Each included site has the latest several headlines, which I then mouse over to get the first paragraph or so. If anything catches my fancy, I can click through, and if I discover some gem, I can considering adding it to NetNewsWire and making it part of my daily read.
 
The next time I get a chance to work on Alison, I think I’m going to have her use RSS to as her file format so people who are into that sort of thing can have any new comments pop right up in the reader of choice.
 
I’m also sharing the magic of syndication with my friends in Madagascar, where things like bandwidth — to say nothing of electricity, roads, and food — are not always easy to come by. A syndicated website is a website whose contents can be vetted and sometimes consumed entirely in a relatively lightweight format before dedicating the time and expense to actually loading the page.
 
Syndication is not so much the future of the web as it is the current state of the web. If you’re not consuming the web through syndication, you’re missing out, and if you’re not syndicating your content, you’ve probably already lost me as a reader.
 
Mojo the Sock Monkey
 
To bring it around full circle, even while ending on a lighter note, Gus Mueller recently introduced me to the work of illustrator Kevin Cornell, whose blog frequently features hilarious comics, including said sock monkey. It hasn’t even been a week and I’ve already invested in both Mojo books and a T-shirt for Mary. “But what if Gus and I wear the same shirt at the same time?” Mary protested. It’s like she doesn’t even know me.
 
My favorite strip is the one where Mojo finds a conch that tells him to master the tuba. The strip wouldn’t be that funny except, in the last panel, as Mojo blats cacophonously to the displeasure of this audience, the conch yells maniacally, “Yes... Yes...!” It’s such a tiny detail, but it makes all the difference and indicates that with Kevin Cornell, we’re dealing with artistic and comedic genius.
 
        Addenda        
 
Drew Franklin
I agree with your praises of RSS, I only wish iWeb would allow for a complete feed so I could view your entire article from within the reader. Also could you possibly share you iWeb schema knowledge even potentially off-line? I am thinking about developing an extension for better permalinks.
Mike Lee
I do plan on trying to publish the iWeb documentation after Delicious Library 2 ships, simply because I think it’s important for this once-open schema to be documented, and because my own documentation work is incomplete. If nothing else, I’d love to see some people add information about the related Keynote, Pages, and Numbers schemas.
Paul Oswald
RE: side mirrors - I agree, though I have mine tweaked out to pick up where the rear view leaves off. As far as I know this is the way it's supposed to be. Makes over shoulder glance somewhat easier to do since I only really have to check for something really small like a motorcycle. When checking while backing up, I have to lean over a tad. I know this is not the way most people use them because every time I give my car over to an NYC valet, they readjust them.

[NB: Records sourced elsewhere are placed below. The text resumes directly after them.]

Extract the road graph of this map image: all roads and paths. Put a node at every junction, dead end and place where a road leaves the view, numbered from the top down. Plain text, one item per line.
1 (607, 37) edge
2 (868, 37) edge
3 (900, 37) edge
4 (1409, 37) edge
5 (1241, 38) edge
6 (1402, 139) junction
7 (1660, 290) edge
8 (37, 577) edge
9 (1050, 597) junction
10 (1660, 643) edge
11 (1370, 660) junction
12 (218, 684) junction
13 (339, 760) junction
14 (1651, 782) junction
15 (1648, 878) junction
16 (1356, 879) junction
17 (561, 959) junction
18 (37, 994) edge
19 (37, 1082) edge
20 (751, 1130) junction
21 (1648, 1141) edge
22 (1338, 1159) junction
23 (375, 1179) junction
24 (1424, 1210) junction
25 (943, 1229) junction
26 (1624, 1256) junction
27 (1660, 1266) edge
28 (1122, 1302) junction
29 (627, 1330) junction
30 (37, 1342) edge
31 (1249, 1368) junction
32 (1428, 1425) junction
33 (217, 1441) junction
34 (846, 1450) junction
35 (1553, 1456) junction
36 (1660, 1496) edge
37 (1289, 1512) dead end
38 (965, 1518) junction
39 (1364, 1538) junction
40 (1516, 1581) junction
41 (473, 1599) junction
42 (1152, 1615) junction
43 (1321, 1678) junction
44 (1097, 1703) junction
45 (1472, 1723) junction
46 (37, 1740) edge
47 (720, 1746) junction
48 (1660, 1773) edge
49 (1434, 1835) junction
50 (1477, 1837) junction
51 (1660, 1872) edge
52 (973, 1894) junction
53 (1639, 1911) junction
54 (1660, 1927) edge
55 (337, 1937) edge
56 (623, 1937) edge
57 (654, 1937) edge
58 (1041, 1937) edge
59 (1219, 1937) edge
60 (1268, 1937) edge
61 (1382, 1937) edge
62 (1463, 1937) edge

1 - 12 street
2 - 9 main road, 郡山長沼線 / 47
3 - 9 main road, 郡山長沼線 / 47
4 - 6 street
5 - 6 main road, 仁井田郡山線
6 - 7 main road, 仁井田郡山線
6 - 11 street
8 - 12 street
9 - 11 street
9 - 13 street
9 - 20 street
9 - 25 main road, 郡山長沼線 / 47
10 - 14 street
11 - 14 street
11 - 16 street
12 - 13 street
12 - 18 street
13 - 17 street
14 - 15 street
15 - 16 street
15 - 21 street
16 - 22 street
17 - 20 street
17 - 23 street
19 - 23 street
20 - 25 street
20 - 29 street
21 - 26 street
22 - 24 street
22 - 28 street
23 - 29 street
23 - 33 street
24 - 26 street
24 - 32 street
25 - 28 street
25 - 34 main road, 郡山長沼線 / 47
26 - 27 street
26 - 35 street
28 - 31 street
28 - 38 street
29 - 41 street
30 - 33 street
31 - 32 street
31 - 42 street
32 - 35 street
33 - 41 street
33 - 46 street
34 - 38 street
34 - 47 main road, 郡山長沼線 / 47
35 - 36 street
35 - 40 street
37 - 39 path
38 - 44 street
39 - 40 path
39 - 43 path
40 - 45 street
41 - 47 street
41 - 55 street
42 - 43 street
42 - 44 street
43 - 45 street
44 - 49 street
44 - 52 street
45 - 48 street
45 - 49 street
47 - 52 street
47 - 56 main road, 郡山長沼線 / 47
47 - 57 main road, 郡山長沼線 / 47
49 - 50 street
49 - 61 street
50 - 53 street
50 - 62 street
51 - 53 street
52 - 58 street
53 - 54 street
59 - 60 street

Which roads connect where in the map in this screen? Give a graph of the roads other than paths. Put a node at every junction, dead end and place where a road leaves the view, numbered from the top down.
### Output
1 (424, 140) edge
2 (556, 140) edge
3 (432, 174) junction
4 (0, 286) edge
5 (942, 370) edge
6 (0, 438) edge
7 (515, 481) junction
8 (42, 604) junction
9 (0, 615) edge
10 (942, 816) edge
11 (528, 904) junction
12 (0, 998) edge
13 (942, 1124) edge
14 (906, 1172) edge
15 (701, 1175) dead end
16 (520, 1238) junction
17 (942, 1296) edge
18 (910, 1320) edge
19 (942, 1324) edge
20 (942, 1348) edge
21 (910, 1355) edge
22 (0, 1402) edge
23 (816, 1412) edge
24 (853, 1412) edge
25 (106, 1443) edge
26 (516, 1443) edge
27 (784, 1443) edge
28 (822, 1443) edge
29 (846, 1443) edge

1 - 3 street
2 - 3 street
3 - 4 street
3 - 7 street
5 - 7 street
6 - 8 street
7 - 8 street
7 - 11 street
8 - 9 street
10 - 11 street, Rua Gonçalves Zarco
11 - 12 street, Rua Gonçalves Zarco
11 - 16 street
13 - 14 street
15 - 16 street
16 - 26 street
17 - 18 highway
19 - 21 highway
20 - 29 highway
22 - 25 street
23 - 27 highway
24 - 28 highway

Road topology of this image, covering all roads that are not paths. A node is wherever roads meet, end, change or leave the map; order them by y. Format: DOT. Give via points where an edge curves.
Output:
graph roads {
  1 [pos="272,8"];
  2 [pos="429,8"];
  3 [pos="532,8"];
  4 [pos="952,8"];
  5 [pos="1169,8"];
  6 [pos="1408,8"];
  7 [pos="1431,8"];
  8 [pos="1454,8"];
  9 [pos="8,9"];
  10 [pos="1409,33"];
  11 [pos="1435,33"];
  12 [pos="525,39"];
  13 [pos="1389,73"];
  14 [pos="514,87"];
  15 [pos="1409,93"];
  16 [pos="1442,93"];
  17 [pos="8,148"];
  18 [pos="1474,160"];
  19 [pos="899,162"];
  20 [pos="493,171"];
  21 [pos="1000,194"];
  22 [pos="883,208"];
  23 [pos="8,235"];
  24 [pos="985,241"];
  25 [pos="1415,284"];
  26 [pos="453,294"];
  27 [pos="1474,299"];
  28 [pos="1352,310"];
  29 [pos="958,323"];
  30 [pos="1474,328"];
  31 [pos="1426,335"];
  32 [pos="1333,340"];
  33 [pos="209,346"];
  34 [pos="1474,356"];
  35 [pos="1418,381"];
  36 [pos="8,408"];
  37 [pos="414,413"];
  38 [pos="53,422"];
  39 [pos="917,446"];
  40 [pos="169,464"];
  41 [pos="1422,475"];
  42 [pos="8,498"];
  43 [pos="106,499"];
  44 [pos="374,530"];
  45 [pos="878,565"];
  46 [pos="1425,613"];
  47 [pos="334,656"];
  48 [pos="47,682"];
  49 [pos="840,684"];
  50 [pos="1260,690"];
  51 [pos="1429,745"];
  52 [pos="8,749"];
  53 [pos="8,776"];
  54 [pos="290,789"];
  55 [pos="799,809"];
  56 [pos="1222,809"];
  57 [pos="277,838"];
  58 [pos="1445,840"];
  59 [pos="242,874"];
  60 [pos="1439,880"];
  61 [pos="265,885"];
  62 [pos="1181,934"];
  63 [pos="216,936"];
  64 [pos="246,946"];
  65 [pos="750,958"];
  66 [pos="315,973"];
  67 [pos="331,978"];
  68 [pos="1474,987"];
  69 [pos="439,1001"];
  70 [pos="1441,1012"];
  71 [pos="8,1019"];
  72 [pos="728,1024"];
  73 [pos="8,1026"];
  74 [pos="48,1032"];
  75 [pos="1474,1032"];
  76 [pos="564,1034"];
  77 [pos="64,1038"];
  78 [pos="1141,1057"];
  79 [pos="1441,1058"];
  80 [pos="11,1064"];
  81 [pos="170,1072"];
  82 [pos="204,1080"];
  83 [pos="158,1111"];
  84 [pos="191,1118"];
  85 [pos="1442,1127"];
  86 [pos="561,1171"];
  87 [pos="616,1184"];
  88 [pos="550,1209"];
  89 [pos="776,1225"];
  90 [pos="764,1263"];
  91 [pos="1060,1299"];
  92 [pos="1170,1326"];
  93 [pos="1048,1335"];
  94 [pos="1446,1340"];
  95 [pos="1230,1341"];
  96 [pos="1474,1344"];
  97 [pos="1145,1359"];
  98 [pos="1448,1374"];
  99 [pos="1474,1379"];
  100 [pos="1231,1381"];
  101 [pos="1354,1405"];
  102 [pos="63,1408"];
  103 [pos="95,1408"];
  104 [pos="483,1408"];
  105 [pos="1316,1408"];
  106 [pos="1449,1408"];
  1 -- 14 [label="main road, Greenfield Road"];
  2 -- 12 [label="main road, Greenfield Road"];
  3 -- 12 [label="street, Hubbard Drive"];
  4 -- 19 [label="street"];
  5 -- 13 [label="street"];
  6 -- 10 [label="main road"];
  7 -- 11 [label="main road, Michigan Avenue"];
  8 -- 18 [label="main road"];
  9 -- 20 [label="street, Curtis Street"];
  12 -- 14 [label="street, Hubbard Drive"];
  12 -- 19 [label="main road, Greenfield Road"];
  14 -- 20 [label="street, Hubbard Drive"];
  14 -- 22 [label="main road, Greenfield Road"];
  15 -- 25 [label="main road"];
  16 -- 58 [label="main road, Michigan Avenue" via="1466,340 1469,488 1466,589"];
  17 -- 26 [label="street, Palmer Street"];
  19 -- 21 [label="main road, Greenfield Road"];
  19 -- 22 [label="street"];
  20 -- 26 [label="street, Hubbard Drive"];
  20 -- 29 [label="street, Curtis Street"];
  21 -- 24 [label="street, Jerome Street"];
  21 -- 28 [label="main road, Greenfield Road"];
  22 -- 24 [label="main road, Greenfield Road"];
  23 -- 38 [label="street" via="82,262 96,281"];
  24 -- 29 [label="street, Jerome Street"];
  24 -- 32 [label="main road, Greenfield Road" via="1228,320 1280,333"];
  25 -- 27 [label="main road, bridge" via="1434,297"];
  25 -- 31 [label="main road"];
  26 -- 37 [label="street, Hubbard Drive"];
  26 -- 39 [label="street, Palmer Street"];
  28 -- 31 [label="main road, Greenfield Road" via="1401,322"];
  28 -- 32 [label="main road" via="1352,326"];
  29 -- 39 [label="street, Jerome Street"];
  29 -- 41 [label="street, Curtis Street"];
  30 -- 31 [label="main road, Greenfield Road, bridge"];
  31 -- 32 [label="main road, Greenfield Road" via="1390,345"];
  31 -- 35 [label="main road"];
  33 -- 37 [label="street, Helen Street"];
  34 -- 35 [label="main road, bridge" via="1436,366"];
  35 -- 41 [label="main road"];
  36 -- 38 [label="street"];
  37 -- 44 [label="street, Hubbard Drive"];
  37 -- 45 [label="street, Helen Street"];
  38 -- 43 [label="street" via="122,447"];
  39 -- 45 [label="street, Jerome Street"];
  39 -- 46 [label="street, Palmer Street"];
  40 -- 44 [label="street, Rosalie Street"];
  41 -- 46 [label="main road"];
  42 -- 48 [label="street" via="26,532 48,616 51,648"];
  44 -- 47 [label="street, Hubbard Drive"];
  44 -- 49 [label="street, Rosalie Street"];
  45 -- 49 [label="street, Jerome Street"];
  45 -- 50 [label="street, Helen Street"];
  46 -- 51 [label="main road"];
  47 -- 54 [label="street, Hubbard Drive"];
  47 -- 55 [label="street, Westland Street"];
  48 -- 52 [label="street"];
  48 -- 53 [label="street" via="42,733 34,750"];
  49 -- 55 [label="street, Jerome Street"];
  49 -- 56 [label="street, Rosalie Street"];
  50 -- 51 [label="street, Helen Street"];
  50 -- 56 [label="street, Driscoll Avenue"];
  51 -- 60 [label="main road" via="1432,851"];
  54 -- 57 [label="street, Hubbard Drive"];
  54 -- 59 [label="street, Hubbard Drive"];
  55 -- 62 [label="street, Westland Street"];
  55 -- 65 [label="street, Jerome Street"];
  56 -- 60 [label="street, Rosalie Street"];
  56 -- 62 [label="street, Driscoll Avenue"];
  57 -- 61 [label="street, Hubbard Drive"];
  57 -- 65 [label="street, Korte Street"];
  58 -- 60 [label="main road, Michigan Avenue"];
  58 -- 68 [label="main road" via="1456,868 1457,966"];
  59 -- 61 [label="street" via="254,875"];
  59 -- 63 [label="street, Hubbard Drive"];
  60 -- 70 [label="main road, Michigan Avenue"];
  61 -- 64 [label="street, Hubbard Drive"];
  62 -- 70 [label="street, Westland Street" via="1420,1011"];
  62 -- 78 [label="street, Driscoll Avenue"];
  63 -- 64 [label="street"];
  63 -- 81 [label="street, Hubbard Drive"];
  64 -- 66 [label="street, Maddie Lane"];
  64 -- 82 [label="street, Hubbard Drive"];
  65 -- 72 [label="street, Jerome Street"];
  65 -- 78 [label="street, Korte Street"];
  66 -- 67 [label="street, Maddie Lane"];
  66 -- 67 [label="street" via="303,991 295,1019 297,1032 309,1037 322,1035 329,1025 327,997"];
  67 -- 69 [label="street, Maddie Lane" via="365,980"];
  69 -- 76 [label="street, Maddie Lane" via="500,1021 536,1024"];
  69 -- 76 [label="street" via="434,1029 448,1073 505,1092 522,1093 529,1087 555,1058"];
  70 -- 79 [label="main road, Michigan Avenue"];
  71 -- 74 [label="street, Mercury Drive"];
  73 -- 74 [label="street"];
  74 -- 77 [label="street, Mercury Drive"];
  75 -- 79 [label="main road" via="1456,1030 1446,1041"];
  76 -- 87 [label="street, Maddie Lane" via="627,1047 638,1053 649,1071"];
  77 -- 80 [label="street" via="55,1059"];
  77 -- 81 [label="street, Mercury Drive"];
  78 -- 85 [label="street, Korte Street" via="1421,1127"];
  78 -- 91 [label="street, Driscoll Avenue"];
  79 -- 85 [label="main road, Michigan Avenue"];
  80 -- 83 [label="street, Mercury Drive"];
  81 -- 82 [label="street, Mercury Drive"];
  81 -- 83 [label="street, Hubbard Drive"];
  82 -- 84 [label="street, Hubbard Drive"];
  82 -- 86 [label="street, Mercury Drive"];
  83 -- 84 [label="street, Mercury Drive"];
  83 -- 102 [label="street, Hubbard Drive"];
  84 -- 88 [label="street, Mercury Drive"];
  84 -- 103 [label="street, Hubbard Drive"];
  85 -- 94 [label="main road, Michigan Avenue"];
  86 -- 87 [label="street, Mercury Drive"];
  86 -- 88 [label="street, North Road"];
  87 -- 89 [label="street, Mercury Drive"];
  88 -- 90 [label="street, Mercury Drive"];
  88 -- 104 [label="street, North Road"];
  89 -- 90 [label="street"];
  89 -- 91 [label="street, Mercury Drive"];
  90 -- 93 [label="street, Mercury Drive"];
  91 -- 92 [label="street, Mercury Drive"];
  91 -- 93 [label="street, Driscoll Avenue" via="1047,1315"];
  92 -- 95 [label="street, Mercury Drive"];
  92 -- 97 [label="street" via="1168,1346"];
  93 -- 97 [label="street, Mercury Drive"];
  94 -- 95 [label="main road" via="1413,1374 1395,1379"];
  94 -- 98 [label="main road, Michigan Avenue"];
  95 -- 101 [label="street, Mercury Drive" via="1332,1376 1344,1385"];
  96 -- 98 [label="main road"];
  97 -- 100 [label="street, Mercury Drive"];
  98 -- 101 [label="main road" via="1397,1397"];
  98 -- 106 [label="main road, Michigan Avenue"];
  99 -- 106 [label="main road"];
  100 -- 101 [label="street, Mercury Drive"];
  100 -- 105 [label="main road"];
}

If I were in charge of designing cars, I would create a side mirror that rolled off at the edges to make it so you could see both back and sideways. Or a compound eye like thing... I dont know, but there's something better than what we have.

Re: Alison - She just asked me if you've ever embarassingly released your bowels. It's getting harder and harder to pass the Lemur CATTA since I read most of your stuff and my brain is becoming less and less able to tell the difference between something I read today, and something I read last week.
 
 
Twitterific sits beside iChat as a vital communications tool and constant distraction.